- EXERCISE OBJECTIVE
Nothing in the listing should differ in your copy; retype it all exactly.

- SUPPLIED MATERIAL
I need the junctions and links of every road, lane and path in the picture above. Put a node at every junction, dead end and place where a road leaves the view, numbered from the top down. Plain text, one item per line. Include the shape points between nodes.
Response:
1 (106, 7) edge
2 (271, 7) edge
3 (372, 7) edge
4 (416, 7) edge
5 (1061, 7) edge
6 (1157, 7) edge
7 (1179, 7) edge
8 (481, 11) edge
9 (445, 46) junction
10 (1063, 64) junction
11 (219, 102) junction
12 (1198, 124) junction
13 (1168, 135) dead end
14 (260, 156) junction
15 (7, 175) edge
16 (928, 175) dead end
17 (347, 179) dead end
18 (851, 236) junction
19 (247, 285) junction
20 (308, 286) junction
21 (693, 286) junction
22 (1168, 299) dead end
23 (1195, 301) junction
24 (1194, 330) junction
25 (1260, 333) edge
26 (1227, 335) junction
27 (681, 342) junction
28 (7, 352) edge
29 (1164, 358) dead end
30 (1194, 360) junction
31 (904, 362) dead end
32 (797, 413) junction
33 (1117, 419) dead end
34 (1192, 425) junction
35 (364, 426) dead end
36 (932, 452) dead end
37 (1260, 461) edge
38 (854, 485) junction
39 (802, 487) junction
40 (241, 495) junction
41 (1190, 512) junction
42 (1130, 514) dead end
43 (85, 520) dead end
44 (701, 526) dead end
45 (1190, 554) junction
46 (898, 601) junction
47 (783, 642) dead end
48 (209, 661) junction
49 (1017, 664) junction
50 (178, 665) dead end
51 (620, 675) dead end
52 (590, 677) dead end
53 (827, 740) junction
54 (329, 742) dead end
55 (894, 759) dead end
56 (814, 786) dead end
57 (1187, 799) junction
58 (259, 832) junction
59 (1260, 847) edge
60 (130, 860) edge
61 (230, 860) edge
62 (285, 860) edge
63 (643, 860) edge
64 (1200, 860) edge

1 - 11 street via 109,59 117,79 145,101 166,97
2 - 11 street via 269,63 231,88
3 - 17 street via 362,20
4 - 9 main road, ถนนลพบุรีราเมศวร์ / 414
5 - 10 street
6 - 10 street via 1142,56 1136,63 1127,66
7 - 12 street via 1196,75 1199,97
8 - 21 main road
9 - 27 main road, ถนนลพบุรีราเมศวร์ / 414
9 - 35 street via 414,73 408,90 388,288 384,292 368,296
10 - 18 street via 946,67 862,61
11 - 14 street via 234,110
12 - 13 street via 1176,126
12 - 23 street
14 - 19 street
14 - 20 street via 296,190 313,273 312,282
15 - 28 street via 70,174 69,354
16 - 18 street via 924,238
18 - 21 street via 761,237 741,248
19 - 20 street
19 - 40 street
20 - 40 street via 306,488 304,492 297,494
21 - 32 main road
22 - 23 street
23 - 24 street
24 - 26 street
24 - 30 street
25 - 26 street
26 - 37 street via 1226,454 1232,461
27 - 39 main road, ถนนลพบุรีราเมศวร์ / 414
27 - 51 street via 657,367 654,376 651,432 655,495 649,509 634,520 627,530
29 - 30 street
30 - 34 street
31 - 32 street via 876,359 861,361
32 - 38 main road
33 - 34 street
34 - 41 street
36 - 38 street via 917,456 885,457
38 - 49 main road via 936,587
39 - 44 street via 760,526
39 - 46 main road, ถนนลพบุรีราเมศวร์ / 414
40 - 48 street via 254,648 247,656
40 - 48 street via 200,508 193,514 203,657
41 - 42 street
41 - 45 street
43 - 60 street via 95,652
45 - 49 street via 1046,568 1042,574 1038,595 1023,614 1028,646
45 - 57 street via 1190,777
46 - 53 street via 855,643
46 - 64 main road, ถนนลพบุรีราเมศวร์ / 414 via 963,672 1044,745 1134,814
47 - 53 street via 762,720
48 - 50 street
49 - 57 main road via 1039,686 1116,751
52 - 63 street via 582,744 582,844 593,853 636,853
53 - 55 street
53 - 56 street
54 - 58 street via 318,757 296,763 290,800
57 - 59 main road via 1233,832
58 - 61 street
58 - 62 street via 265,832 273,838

- ANSWER BELOW
I need the junctions and links of every road, lane and path in the picture above. Put a node at every junction, dead end and place where a road leaves the view, numbered from the top down. Plain text, one item per line. Include the shape points between nodes.
Response:
1 (106, 7) edge
2 (271, 7) edge
3 (372, 7) edge
4 (416, 7) edge
5 (1061, 7) edge
6 (1157, 7) edge
7 (1179, 7) edge
8 (481, 11) edge
9 (445, 46) junction
10 (1063, 64) junction
11 (219, 102) junction
12 (1198, 124) junction
13 (1168, 135) dead end
14 (260, 156) junction
15 (7, 175) edge
16 (928, 175) dead end
17 (347, 179) dead end
18 (851, 236) junction
19 (247, 285) junction
20 (308, 286) junction
21 (693, 286) junction
22 (1168, 299) dead end
23 (1195, 301) junction
24 (1194, 330) junction
25 (1260, 333) edge
26 (1227, 335) junction
27 (681, 342) junction
28 (7, 352) edge
29 (1164, 358) dead end
30 (1194, 360) junction
31 (904, 362) dead end
32 (797, 413) junction
33 (1117, 419) dead end
34 (1192, 425) junction
35 (364, 426) dead end
36 (932, 452) dead end
37 (1260, 461) edge
38 (854, 485) junction
39 (802, 487) junction
40 (241, 495) junction
41 (1190, 512) junction
42 (1130, 514) dead end
43 (85, 520) dead end
44 (701, 526) dead end
45 (1190, 554) junction
46 (898, 601) junction
47 (783, 642) dead end
48 (209, 661) junction
49 (1017, 664) junction
50 (178, 665) dead end
51 (620, 675) dead end
52 (590, 677) dead end
53 (827, 740) junction
54 (329, 742) dead end
55 (894, 759) dead end
56 (814, 786) dead end
57 (1187, 799) junction
58 (259, 832) junction
59 (1260, 847) edge
60 (130, 860) edge
61 (230, 860) edge
62 (285, 860) edge
63 (643, 860) edge
64 (1200, 860) edge

1 - 11 street via 109,59 117,79 145,101 166,97
2 - 11 street via 269,63 231,88
3 - 17 street via 362,20
4 - 9 main road, ถนนลพบุรีราเมศวร์ / 414
5 - 10 street
6 - 10 street via 1142,56 1136,63 1127,66
7 - 12 street via 1196,75 1199,97
8 - 21 main road
9 - 27 main road, ถนนลพบุรีราเมศวร์ / 414
9 - 35 street via 414,73 408,90 388,288 384,292 368,296
10 - 18 street via 946,67 862,61
11 - 14 street via 234,110
12 - 13 street via 1176,126
12 - 23 street
14 - 19 street
14 - 20 street via 296,190 313,273 312,282
15 - 28 street via 70,174 69,354
16 - 18 street via 924,238
18 - 21 street via 761,237 741,248
19 - 20 street
19 - 40 street
20 - 40 street via 306,488 304,492 297,494
21 - 32 main road
22 - 23 street
23 - 24 street
24 - 26 street
24 - 30 street
25 - 26 street
26 - 37 street via 1226,454 1232,461
27 - 39 main road, ถนนลพบุรีราเมศวร์ / 414
27 - 51 street via 657,367 654,376 651,432 655,495 649,509 634,520 627,530
29 - 30 street
30 - 34 street
31 - 32 street via 876,359 861,361
32 - 38 main road
33 - 34 street
34 - 41 street
36 - 38 street via 917,456 885,457
38 - 49 main road via 936,587
39 - 44 street via 760,526
39 - 46 main road, ถนนลพบุรีราเมศวร์ / 414
40 - 48 street via 254,648 247,656
40 - 48 street via 200,508 193,514 203,657
41 - 42 street
41 - 45 street
43 - 60 street via 95,652
45 - 49 street via 1046,568 1042,574 1038,595 1023,614 1028,646
45 - 57 street via 1190,777
46 - 53 street via 855,643
46 - 64 main road, ถนนลพบุรีราเมศวร์ / 414 via 963,672 1044,745 1134,814
47 - 53 street via 762,720
48 - 50 street
49 - 57 main road via 1039,686 1116,751
52 - 63 street via 582,744 582,844 593,853 636,853
53 - 55 street
53 - 56 street
54 - 58 street via 318,757 296,763 290,800
57 - 59 main road via 1233,832
58 - 61 street
58 - 62 street via 265,832 273,838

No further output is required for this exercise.